___ SOURCE MATERIAL

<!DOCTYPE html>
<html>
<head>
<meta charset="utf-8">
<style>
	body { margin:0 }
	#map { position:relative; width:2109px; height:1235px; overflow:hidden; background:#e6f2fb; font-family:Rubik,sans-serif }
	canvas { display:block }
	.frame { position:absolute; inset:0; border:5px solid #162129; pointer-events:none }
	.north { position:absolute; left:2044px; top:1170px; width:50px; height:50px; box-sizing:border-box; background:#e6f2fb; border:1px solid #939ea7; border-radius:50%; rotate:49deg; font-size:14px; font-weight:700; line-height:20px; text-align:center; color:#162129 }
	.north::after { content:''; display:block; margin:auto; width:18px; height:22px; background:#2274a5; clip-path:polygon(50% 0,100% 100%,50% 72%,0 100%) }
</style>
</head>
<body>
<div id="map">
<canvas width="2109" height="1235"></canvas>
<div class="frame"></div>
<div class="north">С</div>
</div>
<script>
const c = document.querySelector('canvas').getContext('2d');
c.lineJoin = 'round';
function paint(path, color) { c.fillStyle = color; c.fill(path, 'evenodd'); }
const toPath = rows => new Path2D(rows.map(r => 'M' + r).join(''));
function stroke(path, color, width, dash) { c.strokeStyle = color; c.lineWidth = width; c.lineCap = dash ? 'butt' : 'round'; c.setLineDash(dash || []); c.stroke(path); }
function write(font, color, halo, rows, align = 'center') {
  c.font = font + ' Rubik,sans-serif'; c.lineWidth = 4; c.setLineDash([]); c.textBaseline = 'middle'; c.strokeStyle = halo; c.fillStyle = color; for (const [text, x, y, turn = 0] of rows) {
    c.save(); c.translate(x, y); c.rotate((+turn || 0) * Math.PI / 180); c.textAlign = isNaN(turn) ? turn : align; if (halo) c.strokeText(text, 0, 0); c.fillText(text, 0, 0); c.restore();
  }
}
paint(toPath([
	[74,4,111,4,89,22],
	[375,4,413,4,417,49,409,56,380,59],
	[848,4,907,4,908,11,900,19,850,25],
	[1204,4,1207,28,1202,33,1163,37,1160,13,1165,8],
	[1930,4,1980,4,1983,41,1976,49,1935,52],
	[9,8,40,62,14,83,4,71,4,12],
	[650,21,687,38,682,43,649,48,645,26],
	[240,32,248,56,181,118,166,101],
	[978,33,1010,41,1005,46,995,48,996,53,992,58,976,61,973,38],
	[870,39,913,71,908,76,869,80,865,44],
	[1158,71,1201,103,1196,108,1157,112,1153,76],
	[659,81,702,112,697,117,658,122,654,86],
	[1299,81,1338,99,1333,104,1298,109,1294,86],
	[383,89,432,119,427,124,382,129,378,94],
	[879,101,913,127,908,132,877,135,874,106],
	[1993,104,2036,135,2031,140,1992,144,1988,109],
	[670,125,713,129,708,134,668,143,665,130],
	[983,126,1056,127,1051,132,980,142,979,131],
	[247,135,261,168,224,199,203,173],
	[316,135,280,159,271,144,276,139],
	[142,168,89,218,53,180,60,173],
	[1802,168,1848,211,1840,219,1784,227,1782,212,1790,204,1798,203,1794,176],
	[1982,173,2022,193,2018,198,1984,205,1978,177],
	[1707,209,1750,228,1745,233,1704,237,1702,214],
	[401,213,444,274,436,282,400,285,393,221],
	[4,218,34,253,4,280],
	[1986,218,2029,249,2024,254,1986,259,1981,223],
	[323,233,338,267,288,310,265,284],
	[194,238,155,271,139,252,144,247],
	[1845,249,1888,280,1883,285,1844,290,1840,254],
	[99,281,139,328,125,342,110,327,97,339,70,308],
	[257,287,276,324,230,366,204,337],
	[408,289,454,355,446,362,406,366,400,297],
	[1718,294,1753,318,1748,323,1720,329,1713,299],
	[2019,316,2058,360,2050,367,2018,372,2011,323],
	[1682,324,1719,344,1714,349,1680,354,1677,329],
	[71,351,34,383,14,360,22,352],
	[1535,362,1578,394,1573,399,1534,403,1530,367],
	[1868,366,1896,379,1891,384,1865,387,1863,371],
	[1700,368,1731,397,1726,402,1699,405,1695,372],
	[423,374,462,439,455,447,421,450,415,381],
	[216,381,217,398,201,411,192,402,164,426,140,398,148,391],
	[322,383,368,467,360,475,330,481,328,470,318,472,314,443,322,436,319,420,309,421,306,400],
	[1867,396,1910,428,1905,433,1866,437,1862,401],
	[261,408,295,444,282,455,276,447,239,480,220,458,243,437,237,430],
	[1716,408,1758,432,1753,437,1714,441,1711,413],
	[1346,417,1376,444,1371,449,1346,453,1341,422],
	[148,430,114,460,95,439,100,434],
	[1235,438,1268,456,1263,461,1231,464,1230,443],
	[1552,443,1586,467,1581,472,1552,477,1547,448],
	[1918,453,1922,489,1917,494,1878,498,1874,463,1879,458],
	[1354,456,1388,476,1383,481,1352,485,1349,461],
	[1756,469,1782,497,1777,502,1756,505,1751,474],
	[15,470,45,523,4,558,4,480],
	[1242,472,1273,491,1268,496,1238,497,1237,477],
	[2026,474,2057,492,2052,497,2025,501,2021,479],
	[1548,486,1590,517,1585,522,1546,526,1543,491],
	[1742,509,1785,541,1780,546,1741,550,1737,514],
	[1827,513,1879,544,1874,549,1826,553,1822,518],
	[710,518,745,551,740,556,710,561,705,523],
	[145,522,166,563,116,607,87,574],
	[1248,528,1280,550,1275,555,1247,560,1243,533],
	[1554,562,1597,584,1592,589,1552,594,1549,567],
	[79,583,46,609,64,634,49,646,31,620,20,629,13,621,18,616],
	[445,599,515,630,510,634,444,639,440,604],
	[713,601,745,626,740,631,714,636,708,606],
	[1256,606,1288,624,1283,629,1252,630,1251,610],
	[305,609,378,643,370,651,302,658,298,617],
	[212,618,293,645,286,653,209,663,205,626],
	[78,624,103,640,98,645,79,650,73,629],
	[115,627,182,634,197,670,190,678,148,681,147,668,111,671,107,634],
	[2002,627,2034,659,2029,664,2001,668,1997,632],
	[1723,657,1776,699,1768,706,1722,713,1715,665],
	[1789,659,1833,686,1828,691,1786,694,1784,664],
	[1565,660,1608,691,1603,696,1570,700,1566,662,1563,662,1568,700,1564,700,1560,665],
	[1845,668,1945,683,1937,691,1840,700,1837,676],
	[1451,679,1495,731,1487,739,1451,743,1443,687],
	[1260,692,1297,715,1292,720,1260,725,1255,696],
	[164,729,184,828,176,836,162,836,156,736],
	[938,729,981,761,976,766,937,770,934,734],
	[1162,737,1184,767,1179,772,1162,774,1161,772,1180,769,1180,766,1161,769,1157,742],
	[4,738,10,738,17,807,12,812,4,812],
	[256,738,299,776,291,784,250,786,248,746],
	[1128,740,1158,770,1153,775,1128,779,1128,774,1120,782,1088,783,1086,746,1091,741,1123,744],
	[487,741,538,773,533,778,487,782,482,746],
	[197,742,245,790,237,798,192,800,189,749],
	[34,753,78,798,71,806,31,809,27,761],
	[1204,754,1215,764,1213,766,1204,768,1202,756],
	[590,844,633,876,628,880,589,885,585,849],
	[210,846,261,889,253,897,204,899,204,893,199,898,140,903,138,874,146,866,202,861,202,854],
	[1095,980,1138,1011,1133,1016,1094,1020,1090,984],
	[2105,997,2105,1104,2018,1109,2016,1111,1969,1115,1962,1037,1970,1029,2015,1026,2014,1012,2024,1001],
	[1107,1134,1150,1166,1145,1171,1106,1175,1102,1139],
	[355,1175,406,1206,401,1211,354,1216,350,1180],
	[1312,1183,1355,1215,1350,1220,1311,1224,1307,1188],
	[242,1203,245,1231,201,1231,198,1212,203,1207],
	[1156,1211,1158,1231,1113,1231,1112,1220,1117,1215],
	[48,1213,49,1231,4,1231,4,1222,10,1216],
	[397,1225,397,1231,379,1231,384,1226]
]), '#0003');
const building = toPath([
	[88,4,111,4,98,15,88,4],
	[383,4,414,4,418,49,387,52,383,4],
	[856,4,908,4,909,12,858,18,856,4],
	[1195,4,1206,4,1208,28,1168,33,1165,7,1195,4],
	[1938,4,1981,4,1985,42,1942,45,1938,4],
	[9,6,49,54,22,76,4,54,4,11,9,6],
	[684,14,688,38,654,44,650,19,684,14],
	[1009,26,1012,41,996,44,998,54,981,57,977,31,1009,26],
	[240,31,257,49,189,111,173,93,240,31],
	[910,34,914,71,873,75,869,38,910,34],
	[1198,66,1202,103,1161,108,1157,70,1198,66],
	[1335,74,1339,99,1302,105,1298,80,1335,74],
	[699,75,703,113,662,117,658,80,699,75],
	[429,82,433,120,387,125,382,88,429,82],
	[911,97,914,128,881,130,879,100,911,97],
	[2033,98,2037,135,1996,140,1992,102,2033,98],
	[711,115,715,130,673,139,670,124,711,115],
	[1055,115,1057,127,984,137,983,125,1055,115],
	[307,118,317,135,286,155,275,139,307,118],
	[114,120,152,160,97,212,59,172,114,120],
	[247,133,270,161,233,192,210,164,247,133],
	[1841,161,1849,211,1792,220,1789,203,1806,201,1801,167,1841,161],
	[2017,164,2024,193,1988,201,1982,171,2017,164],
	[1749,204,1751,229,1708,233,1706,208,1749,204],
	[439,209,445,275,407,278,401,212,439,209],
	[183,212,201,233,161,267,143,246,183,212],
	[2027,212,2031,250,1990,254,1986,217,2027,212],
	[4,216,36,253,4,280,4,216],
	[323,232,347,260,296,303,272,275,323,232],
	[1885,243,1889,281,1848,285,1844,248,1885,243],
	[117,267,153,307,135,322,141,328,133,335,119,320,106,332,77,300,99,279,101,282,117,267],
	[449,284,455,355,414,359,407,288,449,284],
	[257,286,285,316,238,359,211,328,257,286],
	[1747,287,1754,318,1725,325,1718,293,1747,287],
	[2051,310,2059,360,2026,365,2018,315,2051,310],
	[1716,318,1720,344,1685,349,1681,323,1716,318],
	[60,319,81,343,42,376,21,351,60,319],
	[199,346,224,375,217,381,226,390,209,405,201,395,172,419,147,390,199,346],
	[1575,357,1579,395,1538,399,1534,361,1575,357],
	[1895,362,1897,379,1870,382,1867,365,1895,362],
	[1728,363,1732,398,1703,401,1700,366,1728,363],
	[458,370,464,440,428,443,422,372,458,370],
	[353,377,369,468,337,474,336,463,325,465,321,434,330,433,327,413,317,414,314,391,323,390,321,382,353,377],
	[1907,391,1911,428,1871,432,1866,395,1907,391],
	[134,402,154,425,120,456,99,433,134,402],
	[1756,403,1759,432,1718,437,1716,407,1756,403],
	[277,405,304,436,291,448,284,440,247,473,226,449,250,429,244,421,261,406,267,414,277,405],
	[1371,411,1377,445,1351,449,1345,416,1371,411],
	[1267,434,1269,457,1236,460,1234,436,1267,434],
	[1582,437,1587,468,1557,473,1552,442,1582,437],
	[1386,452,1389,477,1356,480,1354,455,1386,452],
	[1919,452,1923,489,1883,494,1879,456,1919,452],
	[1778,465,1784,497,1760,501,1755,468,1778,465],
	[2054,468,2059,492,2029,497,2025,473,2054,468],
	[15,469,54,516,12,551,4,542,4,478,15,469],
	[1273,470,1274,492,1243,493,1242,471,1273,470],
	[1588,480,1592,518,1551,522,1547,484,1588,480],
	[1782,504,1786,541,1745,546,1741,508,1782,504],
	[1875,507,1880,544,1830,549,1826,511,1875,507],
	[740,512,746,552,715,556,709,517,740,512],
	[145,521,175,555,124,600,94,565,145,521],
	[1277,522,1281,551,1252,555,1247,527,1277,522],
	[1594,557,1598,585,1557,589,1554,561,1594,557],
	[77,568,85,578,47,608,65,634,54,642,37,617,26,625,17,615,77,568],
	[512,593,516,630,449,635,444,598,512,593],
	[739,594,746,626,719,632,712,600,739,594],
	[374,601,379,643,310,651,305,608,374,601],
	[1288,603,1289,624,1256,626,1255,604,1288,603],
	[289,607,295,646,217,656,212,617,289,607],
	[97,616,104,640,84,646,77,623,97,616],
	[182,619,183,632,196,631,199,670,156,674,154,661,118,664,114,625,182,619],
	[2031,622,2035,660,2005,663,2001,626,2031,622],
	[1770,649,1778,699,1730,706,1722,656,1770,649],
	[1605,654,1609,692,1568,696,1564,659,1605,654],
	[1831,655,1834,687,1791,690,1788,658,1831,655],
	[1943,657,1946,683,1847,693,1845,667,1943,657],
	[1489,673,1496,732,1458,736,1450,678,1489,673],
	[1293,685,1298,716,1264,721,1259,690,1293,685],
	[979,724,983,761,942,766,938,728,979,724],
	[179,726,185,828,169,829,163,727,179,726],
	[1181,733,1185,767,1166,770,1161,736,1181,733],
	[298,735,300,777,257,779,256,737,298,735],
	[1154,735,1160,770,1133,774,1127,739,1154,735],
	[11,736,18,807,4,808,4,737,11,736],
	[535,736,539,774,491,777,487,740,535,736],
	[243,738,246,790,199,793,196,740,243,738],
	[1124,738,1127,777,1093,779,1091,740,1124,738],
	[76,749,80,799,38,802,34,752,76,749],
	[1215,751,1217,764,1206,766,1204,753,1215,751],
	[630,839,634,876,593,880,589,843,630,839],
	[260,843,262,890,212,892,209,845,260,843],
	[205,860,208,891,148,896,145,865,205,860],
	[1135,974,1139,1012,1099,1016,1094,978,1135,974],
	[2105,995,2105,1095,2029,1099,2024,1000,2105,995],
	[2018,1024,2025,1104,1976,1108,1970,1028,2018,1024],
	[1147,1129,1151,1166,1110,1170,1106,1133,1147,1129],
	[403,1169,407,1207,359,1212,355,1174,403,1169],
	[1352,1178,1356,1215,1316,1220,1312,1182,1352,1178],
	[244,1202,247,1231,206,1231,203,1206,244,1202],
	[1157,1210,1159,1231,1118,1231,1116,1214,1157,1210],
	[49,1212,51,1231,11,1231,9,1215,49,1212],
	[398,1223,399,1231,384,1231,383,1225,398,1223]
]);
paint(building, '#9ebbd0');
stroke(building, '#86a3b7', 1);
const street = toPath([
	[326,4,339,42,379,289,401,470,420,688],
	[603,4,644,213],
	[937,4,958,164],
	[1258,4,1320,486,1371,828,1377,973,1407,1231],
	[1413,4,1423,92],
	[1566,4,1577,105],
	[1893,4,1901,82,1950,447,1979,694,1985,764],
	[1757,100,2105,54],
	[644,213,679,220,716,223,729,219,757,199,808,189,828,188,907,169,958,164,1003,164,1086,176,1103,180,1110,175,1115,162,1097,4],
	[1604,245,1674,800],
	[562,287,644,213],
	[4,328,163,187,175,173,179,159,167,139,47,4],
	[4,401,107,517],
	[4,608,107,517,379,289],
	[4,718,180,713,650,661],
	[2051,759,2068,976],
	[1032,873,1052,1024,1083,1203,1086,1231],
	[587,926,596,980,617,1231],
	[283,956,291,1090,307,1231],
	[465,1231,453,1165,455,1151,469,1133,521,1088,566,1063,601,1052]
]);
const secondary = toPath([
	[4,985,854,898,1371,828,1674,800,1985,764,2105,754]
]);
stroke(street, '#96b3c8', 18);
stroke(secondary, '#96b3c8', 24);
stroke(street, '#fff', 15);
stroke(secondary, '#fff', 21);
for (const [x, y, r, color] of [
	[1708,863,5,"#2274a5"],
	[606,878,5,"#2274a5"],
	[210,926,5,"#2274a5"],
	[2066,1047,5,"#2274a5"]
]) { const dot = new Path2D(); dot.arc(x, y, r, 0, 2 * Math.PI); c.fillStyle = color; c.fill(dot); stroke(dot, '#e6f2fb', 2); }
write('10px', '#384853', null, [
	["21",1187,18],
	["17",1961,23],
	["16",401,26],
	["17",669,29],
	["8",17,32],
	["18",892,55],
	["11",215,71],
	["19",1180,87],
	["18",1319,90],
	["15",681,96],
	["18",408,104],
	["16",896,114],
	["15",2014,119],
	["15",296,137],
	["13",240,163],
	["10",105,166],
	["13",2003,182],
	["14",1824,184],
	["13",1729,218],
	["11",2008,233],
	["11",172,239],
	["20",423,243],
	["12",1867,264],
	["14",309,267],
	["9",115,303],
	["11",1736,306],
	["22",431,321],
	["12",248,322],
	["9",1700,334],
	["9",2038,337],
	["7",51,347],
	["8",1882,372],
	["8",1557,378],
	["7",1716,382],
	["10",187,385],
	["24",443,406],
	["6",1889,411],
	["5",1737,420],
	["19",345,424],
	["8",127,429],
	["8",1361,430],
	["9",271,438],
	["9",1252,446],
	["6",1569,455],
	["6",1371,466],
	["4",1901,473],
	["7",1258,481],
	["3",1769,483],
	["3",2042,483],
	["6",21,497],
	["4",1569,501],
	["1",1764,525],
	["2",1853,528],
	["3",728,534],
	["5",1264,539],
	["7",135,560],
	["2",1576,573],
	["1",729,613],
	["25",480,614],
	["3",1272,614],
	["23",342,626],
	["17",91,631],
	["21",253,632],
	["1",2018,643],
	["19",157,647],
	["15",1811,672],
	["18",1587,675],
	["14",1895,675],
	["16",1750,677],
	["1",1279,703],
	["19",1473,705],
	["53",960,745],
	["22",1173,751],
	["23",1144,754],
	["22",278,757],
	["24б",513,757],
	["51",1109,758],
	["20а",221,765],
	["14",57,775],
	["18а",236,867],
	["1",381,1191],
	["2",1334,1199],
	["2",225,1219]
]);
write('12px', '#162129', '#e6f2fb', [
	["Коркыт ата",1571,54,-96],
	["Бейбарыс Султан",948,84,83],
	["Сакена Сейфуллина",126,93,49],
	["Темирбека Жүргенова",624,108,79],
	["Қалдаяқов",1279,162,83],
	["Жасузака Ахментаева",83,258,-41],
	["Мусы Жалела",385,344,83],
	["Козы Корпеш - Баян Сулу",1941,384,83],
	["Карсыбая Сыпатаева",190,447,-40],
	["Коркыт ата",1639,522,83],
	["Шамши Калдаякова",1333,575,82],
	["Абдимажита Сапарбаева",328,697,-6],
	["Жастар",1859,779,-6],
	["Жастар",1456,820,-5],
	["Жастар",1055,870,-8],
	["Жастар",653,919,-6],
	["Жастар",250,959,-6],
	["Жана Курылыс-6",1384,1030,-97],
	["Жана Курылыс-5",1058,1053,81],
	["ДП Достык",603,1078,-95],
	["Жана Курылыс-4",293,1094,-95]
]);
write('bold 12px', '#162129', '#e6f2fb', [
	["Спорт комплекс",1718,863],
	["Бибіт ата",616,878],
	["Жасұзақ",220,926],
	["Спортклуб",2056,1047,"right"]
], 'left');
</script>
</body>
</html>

______

*EXERCISE DESCRIPTION*: Scan the lines above for the word "turn" and copy every one where it occurs.

*RESPONSE AREA*:
  c.font = font + ' Rubik,sans-serif'; c.lineWidth = 4; c.setLineDash([]); c.textBaseline = 'middle'; c.strokeStyle = halo; c.fillStyle = color; for (const [text, x, y, turn = 0] of rows) {
    c.save(); c.translate(x, y); c.rotate((+turn || 0) * Math.PI / 180); c.textAlign = isNaN(turn) ? turn : align; if (halo) c.strokeText(text, 0, 0); c.fillText(text, 0, 0); c.restore();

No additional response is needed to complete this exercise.